I had a go at creating rules for two of these patterns. I tried to minimise the population that the corresponding metacells would have. In the metacell the rule is stored as a lookup table on a glider tape where each possible neighbourhood corresponds to a location on the tape and there are n gliders in that location if the metacell should go to state n. So we should try to use as few transitions as possible and try to prefer low numbered states.
Of course this is just scraping a few cells off a population of millions, but it's still satisfying.
Calcyman, do you know approximately at which point a metacell would achieve its minimum population? Presumably the population is always changing slightly as the tape runs through its snark loop. Would it be practical to run a metacell over the possible time interval in which the minimum population might be achieved in order to calculate its exact minimum population? (On the other hand we could say that we only care about bounding box rather than population, since the reverse caber-tosser gives us quadratic replicators, RROs and SMOSes with population 143. What's the minimal bounding box of the metacell? Does it depend on the rule?)
Quadratic replicatorCode: Select all
x = 1, y = 1, rule = MAPACAAAIAAAAAAAAAAAAAAAIAAAAAAAAAAAAAAAAAAAAAAAAAAAAAAAAAAAAAAAAAAAAAAAAAAAAAAAAAAAAAAAA
o!
I think this (or one of its rotations) is the minimum population quadratic replicator. The rule says that you become live if you have a cell to your north only, a cell to your west only, or cells to your south and east only. It only uses one state and three transitions. You need at least three transitions to produce quadratic growth, and this is the only choice of three transitions that does so (the other possibility is the rule where a cell becomes live if it has one cell to its west, north or east, but this rule sierpinskis in such a way that its population returns infinitely often to three cells, meaning I'm not sure if it counts as a quadratic replicator).
SMOS
Code: Select all
@RULE metacell-SMOS0
@TABLE
n_states:4
neighborhood:vonNeumann
symmetries:none
var a={0,1,2,3}
var b={0,1,2,3}
var c={0,1,2,3}
var d={0,1,2,3}
var e={0,1,2,3}
var f={1,2,3}
f,a,b,c,d,0
0,2,0,0,1,3
0,3,0,0,0,1
0,0,0,0,3,2
0,2,0,0,0,2
0,0,0,0,1,1
a,b,c,d,e,0
Code: Select all
x = 5, y = 5, rule = metacell-SMOS0
4.B4$A!
This is a one-cell SMOS using only five transitions.

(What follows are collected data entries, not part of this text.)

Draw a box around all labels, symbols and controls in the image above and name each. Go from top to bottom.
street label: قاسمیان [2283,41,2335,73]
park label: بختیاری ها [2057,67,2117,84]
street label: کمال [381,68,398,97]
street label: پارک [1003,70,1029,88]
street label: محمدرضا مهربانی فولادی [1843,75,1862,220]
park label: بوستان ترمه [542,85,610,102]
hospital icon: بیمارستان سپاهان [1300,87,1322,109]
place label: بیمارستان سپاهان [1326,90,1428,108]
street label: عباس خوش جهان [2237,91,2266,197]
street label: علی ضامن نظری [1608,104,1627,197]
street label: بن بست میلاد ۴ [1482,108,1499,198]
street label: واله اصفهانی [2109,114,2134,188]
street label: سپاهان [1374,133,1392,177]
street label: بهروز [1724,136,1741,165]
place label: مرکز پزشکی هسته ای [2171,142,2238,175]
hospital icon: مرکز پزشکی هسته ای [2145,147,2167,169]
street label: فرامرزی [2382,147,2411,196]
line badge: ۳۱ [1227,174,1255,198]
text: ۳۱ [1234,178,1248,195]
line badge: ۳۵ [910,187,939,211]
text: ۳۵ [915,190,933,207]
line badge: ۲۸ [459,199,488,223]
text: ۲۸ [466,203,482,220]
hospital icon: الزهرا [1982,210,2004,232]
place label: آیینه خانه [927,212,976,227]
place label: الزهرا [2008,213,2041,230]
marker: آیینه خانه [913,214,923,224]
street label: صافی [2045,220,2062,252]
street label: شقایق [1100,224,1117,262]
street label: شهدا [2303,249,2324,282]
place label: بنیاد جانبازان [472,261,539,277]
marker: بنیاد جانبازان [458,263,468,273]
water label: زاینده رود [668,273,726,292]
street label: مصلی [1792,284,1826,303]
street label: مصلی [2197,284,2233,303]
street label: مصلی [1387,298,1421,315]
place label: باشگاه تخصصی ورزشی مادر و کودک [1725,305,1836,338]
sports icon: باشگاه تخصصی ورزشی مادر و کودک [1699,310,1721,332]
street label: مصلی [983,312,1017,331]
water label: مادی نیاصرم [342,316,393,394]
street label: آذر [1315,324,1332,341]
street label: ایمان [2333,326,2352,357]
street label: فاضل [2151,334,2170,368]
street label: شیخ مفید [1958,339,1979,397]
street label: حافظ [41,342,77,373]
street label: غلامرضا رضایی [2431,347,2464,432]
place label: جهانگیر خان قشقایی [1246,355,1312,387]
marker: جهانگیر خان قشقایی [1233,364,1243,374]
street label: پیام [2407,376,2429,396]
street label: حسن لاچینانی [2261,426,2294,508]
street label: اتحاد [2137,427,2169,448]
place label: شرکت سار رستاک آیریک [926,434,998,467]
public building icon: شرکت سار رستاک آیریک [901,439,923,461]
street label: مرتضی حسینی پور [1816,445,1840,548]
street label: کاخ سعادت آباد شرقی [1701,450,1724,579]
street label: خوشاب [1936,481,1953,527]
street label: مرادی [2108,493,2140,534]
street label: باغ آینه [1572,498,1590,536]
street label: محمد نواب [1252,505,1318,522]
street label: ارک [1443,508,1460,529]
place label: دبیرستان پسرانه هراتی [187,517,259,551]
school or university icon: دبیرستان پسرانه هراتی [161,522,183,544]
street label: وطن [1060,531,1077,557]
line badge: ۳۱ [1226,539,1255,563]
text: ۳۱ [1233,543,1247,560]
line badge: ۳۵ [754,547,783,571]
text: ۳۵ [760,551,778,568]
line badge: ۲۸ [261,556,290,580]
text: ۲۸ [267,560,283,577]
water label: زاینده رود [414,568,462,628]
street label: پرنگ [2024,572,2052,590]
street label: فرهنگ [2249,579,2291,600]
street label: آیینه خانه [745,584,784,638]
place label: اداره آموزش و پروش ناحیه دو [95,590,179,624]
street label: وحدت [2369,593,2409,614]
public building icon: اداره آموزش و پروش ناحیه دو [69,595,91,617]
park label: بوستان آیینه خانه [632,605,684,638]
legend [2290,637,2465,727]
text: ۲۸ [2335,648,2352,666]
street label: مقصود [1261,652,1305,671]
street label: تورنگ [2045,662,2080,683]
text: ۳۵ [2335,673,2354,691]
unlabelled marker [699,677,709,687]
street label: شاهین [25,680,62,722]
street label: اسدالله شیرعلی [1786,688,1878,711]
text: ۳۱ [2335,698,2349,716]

I suspect this is minimal but I can't prove it. I'm also not quite sure if this is the minimum-population way to number the states in this rule. I have the one-cell state being state 3 and the two ships being states 1 and 2, which only puts 9 gliders on the rule tape. But the metacell must store its own state somewhere. Depending on how efficient this storage is it might be better to have the one-cell state be state 1 and the other two states be 2 and 3, even though this would put 11 gliders on the tape.
RRO
This seems really tricky, I'm stumped. I can't even write down a super inefficient one using one of
2718281828's isotropic RROs, because I can't get four (or even two) of those to orbit together in the way I described above.